* TASK TO CARRY OUT
Look through the listing and locate every line containing the word "Mamu"; copy those lines.
(MATERIAL PROVIDED)
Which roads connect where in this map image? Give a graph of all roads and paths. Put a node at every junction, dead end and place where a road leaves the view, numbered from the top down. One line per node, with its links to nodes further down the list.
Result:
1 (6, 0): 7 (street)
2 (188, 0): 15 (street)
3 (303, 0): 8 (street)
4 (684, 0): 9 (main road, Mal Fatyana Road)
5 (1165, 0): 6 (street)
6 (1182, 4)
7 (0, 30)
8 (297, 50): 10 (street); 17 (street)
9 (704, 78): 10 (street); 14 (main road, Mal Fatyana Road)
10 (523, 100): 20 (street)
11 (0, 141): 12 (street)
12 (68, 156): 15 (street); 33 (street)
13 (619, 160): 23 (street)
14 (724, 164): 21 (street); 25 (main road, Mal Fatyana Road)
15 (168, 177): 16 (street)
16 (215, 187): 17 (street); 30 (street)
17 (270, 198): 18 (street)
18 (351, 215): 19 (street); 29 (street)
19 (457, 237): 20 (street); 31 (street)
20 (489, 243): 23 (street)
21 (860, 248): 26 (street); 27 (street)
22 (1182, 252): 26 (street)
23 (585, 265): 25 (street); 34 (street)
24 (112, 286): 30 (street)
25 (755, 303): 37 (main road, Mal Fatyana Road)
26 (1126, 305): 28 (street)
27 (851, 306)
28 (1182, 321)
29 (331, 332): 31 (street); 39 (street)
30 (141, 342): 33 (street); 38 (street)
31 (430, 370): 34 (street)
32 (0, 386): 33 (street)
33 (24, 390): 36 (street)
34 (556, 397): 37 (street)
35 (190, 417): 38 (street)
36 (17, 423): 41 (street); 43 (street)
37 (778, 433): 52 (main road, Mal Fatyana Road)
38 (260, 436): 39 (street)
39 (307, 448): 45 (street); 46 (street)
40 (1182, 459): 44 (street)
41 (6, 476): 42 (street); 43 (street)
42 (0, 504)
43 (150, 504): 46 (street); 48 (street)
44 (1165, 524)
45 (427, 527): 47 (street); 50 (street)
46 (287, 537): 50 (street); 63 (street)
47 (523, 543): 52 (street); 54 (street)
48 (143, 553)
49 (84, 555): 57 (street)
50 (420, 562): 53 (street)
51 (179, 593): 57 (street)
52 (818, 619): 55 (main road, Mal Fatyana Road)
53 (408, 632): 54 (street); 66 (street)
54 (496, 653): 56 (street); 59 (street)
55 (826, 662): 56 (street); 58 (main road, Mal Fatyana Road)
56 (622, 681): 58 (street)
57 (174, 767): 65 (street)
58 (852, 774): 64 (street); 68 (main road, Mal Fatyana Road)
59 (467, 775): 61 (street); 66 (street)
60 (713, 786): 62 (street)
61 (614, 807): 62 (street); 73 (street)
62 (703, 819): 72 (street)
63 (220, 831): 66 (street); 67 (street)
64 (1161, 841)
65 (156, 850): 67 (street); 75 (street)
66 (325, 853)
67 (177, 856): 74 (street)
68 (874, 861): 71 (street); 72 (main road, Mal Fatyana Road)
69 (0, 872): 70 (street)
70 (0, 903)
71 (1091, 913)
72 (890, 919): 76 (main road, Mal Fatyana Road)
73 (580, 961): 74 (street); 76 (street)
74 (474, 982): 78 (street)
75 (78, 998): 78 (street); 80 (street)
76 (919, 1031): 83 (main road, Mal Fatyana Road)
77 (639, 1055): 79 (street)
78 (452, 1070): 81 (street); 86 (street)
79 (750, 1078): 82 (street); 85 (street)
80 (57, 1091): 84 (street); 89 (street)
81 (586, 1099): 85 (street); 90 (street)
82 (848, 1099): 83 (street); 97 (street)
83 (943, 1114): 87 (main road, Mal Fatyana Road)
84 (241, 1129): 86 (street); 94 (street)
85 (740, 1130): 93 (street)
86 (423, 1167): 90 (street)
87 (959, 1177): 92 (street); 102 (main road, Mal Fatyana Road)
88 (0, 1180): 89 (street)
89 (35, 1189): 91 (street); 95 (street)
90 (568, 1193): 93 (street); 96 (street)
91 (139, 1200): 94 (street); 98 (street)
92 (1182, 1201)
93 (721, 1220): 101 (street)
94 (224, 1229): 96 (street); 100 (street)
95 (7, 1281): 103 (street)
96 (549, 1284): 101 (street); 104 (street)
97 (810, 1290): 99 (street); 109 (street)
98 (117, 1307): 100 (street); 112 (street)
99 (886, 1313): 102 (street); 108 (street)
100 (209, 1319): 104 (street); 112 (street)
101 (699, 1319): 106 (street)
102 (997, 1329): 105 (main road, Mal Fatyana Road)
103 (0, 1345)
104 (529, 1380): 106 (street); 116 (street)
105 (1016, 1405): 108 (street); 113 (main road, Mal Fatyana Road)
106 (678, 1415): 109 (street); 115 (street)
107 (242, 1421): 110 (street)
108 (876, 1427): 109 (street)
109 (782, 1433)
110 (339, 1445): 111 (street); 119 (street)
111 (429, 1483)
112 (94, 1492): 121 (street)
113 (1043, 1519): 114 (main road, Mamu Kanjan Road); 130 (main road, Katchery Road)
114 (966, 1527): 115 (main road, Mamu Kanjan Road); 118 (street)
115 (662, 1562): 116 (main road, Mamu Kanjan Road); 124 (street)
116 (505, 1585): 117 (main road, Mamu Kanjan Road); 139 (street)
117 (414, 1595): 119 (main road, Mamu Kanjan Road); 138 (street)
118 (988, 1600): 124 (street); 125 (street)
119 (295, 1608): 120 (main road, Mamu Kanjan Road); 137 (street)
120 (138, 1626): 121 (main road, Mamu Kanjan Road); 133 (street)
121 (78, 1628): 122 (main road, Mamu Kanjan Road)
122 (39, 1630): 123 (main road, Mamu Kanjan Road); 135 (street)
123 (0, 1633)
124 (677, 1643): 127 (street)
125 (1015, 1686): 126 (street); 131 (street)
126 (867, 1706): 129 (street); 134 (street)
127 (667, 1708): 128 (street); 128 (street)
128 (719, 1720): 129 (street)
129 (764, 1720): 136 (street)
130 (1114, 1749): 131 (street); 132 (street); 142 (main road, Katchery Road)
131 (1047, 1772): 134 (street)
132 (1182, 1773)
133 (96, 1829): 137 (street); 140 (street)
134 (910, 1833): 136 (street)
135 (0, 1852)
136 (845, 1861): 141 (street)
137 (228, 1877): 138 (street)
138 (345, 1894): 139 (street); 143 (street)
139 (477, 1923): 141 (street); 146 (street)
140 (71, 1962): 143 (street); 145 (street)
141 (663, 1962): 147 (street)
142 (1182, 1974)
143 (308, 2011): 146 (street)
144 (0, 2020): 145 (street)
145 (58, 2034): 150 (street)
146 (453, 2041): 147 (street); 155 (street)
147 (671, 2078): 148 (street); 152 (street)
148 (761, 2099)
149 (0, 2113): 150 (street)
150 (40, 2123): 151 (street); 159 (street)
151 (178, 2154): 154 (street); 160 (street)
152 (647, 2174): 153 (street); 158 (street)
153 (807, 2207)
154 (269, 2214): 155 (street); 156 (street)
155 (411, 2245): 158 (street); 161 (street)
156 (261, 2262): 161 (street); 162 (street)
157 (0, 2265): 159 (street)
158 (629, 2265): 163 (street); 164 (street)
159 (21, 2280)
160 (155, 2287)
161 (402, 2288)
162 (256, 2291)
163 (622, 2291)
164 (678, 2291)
(End MATERIAL PROVIDED)
* RESPONSE FOR THIS EXERCISE
113 (1043, 1519): 114 (main road, Mamu Kanjan Road); 130 (main road, Katchery Road)
114 (966, 1527): 115 (main road, Mamu Kanjan Road); 118 (street)
115 (662, 1562): 116 (main road, Mamu Kanjan Road); 124 (street)
116 (505, 1585): 117 (main road, Mamu Kanjan Road); 139 (street)
117 (414, 1595): 119 (main road, Mamu Kanjan Road); 138 (street)
119 (295, 1608): 120 (main road, Mamu Kanjan Road); 137 (street)
120 (138, 1626): 121 (main road, Mamu Kanjan Road); 133 (street)
121 (78, 1628): 122 (main road, Mamu Kanjan Road)
122 (39, 1630): 123 (main road, Mamu Kanjan Road); 135 (street)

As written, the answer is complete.